Quick links
Introduction
Shard-level backpressure and search backpressure are two features of OpenSearch that seek to proactively improve cluster performance by selectively rejecting requests when the cluster is under stress. Let’s look at each in turn.
Shard indexing backpressure
A big challenge when doing bulk indexing is to handle the rejections when the cluster is under stress. The default current system works with static memory limits and circuit breakers, which are reactive, and most of the time, it is too late to do something without facing system degradation.
Shard indexing backpressure is a smarter way of handling the load because it:
- Works at a shard level instead of a node level.
- Uses dynamic parameters that are re-calculated based on each shard load.
- Only affects involved shards, which means that the rest of the shards (especially those for unaffected indices) can keep receiving requests without downtime.
For shard indexing backpressure to occur, two limits must be breached, one within the “primary parameters” set and one within the “secondary parameters” set. It is only when one primary parameter and a secondary parameter exceed the limits that the request is rejected.
The Shard Indexing Pressure Memory Manager is a key component responsible for dynamically adjusting the allocated memory limits for shards based on incoming requests. A shard limit defines the maximum memory a shard can use in the heap for request objects.
The Memory Manager adapts shard limits according to the overall memory utilization on the node and the current traffic demands, ensuring optimal performance and resource allocation.
Primary parameters
- Shard memory limit breach: If the memory usage of a shard exceeds 95% of its allocated memory, this limit is breached.
- Node memory limit breach: If the memory usage of a node exceeds 70% of its allocated memory, this limit is breached.
If either of these parameters is breached, then the Shard Indexing Pressure Memory Manager will evaluate the secondary parameters.
Secondary parameters
If either of the following parameter thresholds is breached, then OpenSearch will reject the bulk request to the shard.
Throughput: If the throughput at the shard level decreases significantly compared to historic performance, then this threshold will be considered breached.
You can configure the window size and the degradation factor via settings.
Successful request: If the number of pending requests increases significantly compared to historic performance, then this threshold will be considered breached.
You can configure the amount of time a request can be pending and the number of outstanding requests via settings.
You can define a request size window to compare with the actual performance to determine if that performance is good or not.
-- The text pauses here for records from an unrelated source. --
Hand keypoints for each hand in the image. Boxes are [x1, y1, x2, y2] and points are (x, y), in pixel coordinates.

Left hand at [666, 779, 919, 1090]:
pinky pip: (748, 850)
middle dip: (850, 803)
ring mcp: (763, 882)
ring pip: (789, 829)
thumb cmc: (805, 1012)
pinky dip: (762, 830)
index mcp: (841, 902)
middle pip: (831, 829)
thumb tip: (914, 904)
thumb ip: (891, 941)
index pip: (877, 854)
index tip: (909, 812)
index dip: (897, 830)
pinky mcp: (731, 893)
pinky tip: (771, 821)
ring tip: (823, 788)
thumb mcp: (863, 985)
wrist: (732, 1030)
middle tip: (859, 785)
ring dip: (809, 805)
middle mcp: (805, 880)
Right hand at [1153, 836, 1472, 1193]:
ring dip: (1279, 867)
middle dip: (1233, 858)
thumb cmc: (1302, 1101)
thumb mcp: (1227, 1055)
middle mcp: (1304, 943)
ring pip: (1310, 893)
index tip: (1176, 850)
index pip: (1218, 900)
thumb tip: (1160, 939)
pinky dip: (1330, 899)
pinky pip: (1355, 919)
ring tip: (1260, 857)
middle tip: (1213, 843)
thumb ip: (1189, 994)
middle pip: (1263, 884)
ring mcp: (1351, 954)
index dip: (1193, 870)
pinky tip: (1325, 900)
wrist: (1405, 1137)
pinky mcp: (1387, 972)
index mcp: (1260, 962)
The size of the window and the evaluation criteria can be configured via dynamic cluster settings.
How to activate shard indexing backpressure
Shard indexing backpressure is disabled by default. You can activate it and adjust the settings that define how the parameters are evaluated using cluster settings.
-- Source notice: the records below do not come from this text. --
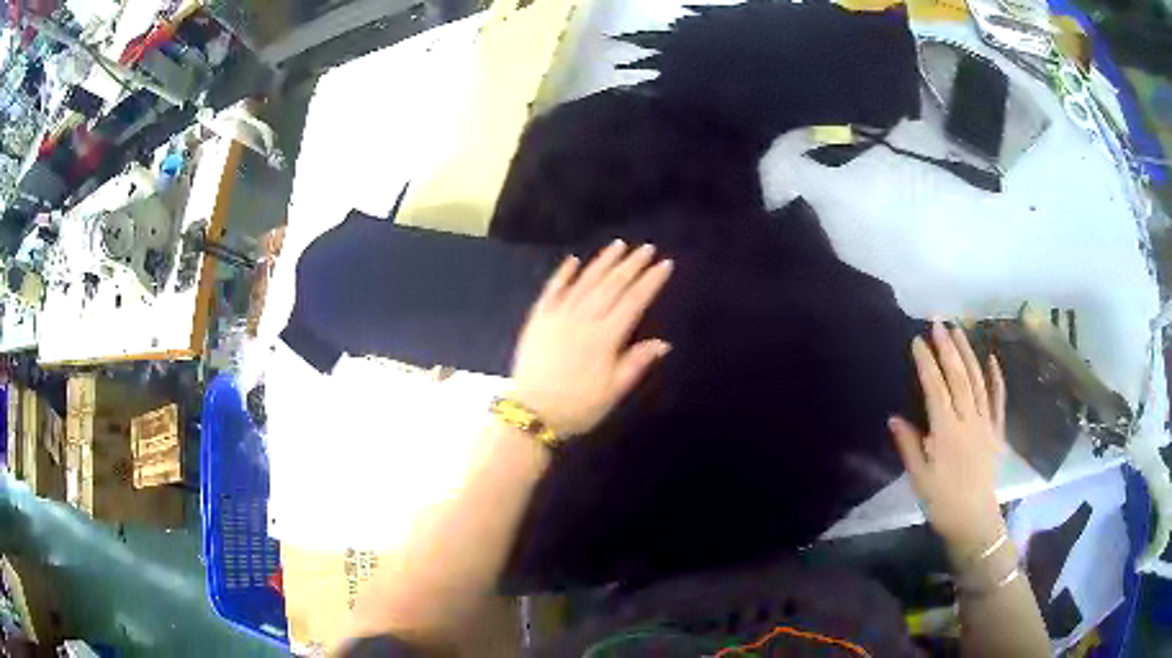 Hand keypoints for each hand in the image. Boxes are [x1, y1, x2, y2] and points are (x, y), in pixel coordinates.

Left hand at [511, 240, 673, 435]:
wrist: (531, 412)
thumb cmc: (578, 406)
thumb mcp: (613, 391)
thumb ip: (636, 363)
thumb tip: (663, 343)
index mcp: (605, 337)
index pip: (634, 301)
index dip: (650, 281)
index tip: (664, 264)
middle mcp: (583, 319)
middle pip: (612, 285)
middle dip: (631, 265)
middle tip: (646, 248)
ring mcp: (558, 315)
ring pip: (585, 282)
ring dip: (603, 262)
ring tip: (618, 246)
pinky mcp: (538, 318)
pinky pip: (552, 290)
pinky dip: (563, 274)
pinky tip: (573, 260)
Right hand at [889, 321, 1007, 560]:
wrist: (974, 521)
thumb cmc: (942, 502)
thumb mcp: (919, 479)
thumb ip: (909, 446)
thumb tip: (894, 417)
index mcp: (947, 433)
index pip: (936, 389)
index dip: (926, 363)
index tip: (917, 341)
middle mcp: (968, 421)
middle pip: (959, 377)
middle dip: (948, 348)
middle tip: (938, 322)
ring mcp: (986, 423)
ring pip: (977, 381)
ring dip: (968, 353)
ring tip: (959, 329)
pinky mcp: (996, 430)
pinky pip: (998, 399)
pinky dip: (996, 377)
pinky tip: (992, 358)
The following command enables shard indexing and sets the parameters (in this example, the values used are defaults).
PUT _cluster/settings { "persistent": { "shard_indexing_pressure": { "enabled": true, "enforced": true, "primary_parameter": { "node": { "soft_limit": 0.7 }, "shard": { "min_limit": 0.001 } }, "operating_factor": { "lower": 0.7, "optimal": 0.85, "upper": 0.95 }, "secondary_parameter": { "throughput": { "request_size_window": 2000, "degradation_factor": 5 }, "successful_request": { "elapsed_timeout": "300000ms", "max_outstanding_requests": 100 } } } } }
Definitions
High-level settings
“enabled”: true
This setting enables the feature.
“enforced”: true
When this is set to false, the feature will only track the backpressure stats but not reject any requests.
Primary parameters
“primary_parameter.node.soft_limit”: 0.7
This determines the maximum proportion of RAM the node can use before this parameter is considered breached.
“primary_parameter.shard.min_limit”: 0.001
This is the base RAM usage for a shard, which will be initialized as 1/1000th bytes of the node limit. This quota will be dynamically modified by the cluster based on its traffic to the shard.
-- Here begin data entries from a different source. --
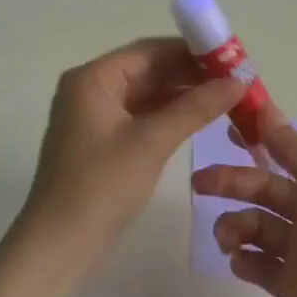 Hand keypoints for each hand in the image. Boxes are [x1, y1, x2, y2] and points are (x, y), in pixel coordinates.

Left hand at [23, 37, 243, 269]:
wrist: (58, 246)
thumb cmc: (101, 186)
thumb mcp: (152, 142)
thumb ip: (195, 108)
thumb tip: (238, 82)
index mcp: (93, 78)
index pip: (149, 50)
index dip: (191, 51)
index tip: (231, 57)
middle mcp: (90, 88)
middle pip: (148, 70)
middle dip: (190, 74)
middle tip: (235, 80)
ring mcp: (94, 116)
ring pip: (146, 94)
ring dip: (183, 95)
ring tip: (226, 98)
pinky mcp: (101, 141)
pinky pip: (140, 116)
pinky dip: (168, 116)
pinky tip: (199, 119)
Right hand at [193, 118, 296, 296]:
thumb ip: (296, 152)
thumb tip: (265, 107)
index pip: (286, 152)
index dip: (257, 139)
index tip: (224, 129)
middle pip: (263, 188)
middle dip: (231, 182)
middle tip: (199, 183)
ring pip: (256, 227)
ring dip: (235, 225)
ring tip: (229, 240)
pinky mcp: (292, 288)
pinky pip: (258, 266)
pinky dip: (244, 261)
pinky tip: (241, 263)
Shard operating parameters
“operating_factor.lower”: 0.7
If shard utilization falls below 70% of the current shard limit, the Memory Manager may decrease the shard limit.
“operating_factor.optimal”: 0.85
The Memory Manager aims to update the shard limit to maintain shard utilization within the optimal range, which is around 85% of the current shard limit.
“operating_factor.upper”: 0.95
If shard utilization exceeds 95% of the current shard limit, the Memory Manager may increase the shard limit.
Secondary parameters
“secondary_parameter.throughput.request_size_window”: 2000
This is the number of requests used to calculate the average performance. Appropriate action will be taken once the result of this comparison exceeds the predetermined threshold value.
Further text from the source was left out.